#### [What is needed]
Go over the records and copy every line with the string "Corso".

=== Input material ===

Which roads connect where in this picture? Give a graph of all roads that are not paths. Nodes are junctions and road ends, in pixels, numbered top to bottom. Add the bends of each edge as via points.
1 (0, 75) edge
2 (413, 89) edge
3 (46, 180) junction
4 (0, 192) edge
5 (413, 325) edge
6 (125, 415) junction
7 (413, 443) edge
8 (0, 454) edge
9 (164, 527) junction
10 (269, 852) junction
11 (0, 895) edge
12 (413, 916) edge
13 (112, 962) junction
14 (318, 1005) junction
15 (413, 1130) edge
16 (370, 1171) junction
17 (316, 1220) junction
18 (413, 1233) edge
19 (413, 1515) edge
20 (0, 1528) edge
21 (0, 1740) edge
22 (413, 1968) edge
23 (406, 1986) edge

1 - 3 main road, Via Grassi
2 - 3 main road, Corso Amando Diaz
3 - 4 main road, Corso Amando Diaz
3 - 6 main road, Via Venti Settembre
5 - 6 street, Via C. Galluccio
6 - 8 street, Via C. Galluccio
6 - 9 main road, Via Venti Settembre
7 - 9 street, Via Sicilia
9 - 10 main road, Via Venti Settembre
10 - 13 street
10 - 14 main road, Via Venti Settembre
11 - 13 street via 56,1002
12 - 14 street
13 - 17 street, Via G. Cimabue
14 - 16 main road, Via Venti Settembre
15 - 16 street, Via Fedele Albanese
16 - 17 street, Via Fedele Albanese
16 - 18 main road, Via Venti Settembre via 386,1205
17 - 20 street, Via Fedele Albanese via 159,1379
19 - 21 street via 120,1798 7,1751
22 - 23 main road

===

#### [Exercise output]
2 - 3 main road, Corso Amando Diaz
3 - 4 main road, Corso Amando Diaz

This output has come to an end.